**Work required**.
All records are to be restated word for word, with pictures excluded.

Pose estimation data
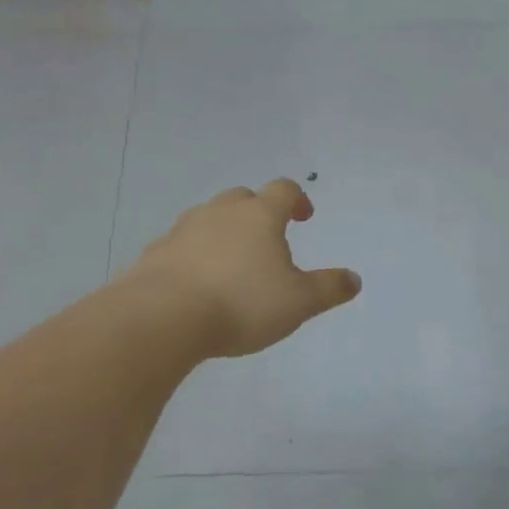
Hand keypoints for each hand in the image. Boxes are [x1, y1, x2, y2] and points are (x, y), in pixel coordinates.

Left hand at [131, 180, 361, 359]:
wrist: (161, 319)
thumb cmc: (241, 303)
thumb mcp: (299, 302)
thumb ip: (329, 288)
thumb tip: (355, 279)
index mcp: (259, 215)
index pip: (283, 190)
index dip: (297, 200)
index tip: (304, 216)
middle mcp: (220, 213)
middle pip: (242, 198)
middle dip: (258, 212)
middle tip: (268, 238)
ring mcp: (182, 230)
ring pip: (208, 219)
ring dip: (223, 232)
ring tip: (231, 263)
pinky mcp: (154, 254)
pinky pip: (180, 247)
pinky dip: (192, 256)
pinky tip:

**Task result**.
Hand keypoints for each hand in the image. Boxes are [x1, y1, x2, y2] and points are (x, y), in pixel coordinates.

Left hand at [131, 180, 361, 359]:
wrist: (161, 319)
thumb cmc: (241, 303)
thumb mcp: (299, 302)
thumb ip: (329, 288)
thumb tip: (355, 279)
index mcp: (259, 215)
index pip: (283, 190)
index dip: (297, 200)
index tip: (304, 216)
middle mcp: (220, 213)
middle pip: (242, 198)
middle dip: (258, 212)
middle tip: (268, 238)
ring mcp: (182, 230)
ring pip: (208, 219)
ring dip: (223, 232)
ring tip: (231, 263)
pinky mcp: (154, 254)
pinky pip: (180, 247)
pinky dip: (192, 256)
pinky tip:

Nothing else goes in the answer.